IBM’s vestigial hardware business – 15.5% of Q4 company revenue – continues to slide. This won’t end well.

In its Q4/2013 earnings call, IBM’s profits were higher than forecast, but revenues were lower. Hardware was the major culprit.

Total Systems and Technology segment sales were down 26% and profits were down 79% year over year. They don’t break out server shares, but the System x – as in x86 – business that they sold to Lenovo was down only 16% compared to mainframes – down 37% – and Power Systems – down 31%.

Storage did the best, declining only 13% to about $950 million. I’d expect their margins to be good – ≈60% – unlike the low-end server business. Here’s the slide from their Q4 call:
ibm-hardware-q4

Margin drives all
IBM’s margin concerns led to the sale of x86 business, just as earlier concerns over disk, enclosure and printer margins led to those sales. We’re seeing a long, slow, going out of the-hardware-business sale.

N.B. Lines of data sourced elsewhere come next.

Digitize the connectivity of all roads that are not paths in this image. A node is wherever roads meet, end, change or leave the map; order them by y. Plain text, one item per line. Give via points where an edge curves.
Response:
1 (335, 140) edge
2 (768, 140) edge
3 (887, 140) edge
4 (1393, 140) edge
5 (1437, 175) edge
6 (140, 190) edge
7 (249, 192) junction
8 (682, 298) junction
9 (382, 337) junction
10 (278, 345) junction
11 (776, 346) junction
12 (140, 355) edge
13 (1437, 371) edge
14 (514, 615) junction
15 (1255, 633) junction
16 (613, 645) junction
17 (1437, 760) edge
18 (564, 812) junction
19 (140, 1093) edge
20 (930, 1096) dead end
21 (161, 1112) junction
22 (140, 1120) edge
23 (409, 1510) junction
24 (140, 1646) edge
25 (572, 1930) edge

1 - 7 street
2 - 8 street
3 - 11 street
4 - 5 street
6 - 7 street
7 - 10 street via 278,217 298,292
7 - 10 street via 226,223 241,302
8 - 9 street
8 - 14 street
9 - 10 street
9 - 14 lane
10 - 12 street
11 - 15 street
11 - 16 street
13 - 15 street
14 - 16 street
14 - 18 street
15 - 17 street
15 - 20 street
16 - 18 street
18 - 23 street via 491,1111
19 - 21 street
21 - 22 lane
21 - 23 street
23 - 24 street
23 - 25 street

But why would an almost $1B multi-billion dollar business with good margins fail? Because there is a meandering spiral towards a hardware exit, like water down the drain in slow motion.

Storage sales dynamics
Every system company has endless internal debates over the relationship between server and storage sales. “Your storage wouldn’t sell without out servers!”

“Yes, but we make the margins that keep us in business and the products that make your server a system!” The arguments continue because they’re both right.

IBM is no longer a hardware company, but software and services. With the low-end server business gone – which I expect counts for a lot of dollars – even fewer IBM reps are going to care about hardware.

The guys who sell mainframes – System z – are in a world of their own. They’re servicing the legacy apps that fly beneath the radar these days because the action is elsewhere. Those systems – and storage – are cash cows, even if they aren’t generating much cash relative to IBM’s size.

As I noted last May:

IBM‘s storage business is at risk. While they have great technology, none of their hardware products are even a strong #2. . . .

IBM top management is not sentimental. Given the disposal of once-core assets, such as disk drives, and IBM’s shrinking storage market share, it is clear that IBM will likely sell off or shutter some hardware product lines to focus on higher-margin storage. The Texas Memory Systems solid state arrays, storage software and mainframe storage are likely safe.

But at some point – and that point will come sooner rather than later due to the cloud’s competitive pressure – IBM’s management will decide that the overhead and investment required to support 3rd place and worse products isn’t worth it.

The StorageMojo take
As cloud storage and radical new products continue to punish traditional storage products, more customers will look beyond their server vendor for storage. With no market leading hardware, the IBM sales force will focus on defending – not expanding – market share.

That leads to a low-investment strategy reduces sales force mindshare and shrinking storage sales. Which leads to less investment.

Its clear that several traditional vendors will leave the general enterprise storage business over the next decade. IBM will be one.

Courteous comments welcome, of course. It still amazes me that after decades of storage leadership, IBM fumbled in the 90’s.